Each BB expresses their storage needs and requests storage resource from the cluster via Persistent Volume Claims (PVCs). The cluster’s StorageClass is responsible for dynamically provisioning the appropriate type of storage based on these claims.

Kubernetes defines several access modes for volumes, which determine how the volume can be mounted by pods:

  • ReadWriteOnce (RWO): The volume can be mounted as read-write by a single node. This is the most common access mode and is suitable for many applications.
  • ReadWriteMany (RWX): The volume can be mounted as read-write by many nodes. This is required for applications that need to share data between multiple pods or nodes.
  • ReadOnlyMany (ROX): The volume can be mounted as read-only by many nodes. This is less common but can be useful for certain scenarios.
  • ReadWriteOncePod (RWOP): The volume can be mounted as read-write by a single pod. This is a more restrictive access mode introduced in Kubernetes 1.22.
  • ReadOnlyManyPod (ROOP): The volume can be mounted as read-only by a single pod. This is a more restrictive access mode introduced in Kubernetes 1.22.

EOEPCA Storage Scenarios⚓︎

For the purposes of the building blocks described in this guide there are two main scenarios to consider, which require either ReadWriteOnce or ReadWriteMany access.

Scenario 1: Preservation (RWO)

This represents important data that must be preserved beyond the life of a pod, but does not need to be shared between multiple pods.
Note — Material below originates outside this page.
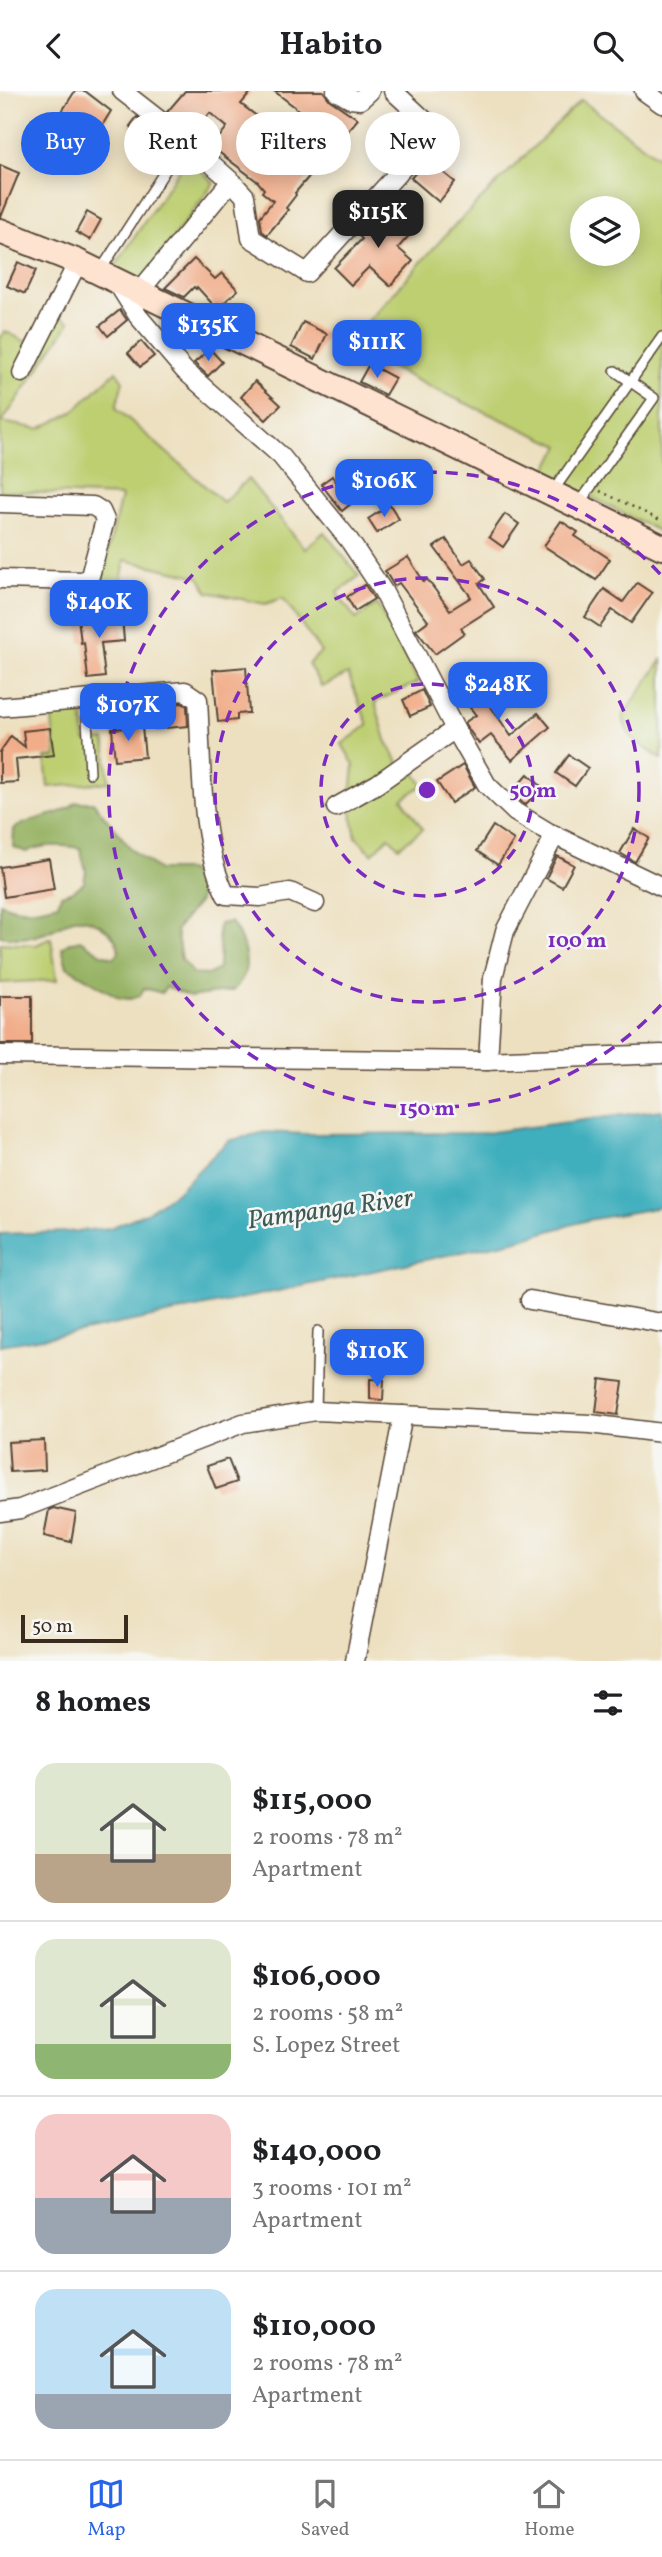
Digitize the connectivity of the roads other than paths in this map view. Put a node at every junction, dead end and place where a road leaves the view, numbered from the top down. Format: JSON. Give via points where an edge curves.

Examples include databases, configuration files, and application state.

This includes data that should be well managed and backed up as part of platform operations.

Typically this would be implemented using ReadWriteOnce volumes, which can be provided by a variety of storage solutions including local storage, cloud provider block storage (e.g., AWS EBS, GCP Persistent Disks), or network-attached storage (e.g., NFS, iSCSI).

In this guide this type of volume is referred as PERSISTENT_STORAGECLASS.

Scenario 2: Sharing (RWX)

This represents data that needs to be shared between multiple pods, such as input data for processing tasks, shared configuration files, or output data that needs to be accessed by multiple services.

This data may be transient and not require long-term preservation, but it must be accessible to multiple pods concurrently.

Typically this would be implemented using ReadWriteMany volumes, which can be provided by storage solutions such as NFS, GlusterFS, or cloud provider file storage services (e.g., AWS EFS, GCP Filestore).

In this guide this type of volume is referred as SHARED_STORAGECLASS.


ReadWriteMany Volumes⚓︎

Special consideration is required for ReadWriteMany volumes, as not all Kubernetes clusters support this access mode by default.

The following EOEPCA building blocks require ReadWriteMany access:

  • Processing BB (OGC API Processing via zoo-project and Calrissian CWL Engine

    Calrissian orchestrates the execution of the OGC Application Package that comprises a CWL workflow. Calrissian relies upon shared RWX storage to stage input data, intermediate files, and output data that is passed between workflow steps (pods) and amongst pods that may be executing concurrently, such as when using scatter-gather patterns.

  • Resource Registration BB

    The harvester workflows can download data assets to an eodata volume. A RWX volume is assumed here, in anticipation that other services (pods) will require to exploit the data assets - e.g. to serve the data assets for retrieval via http URLs for access and visualisation.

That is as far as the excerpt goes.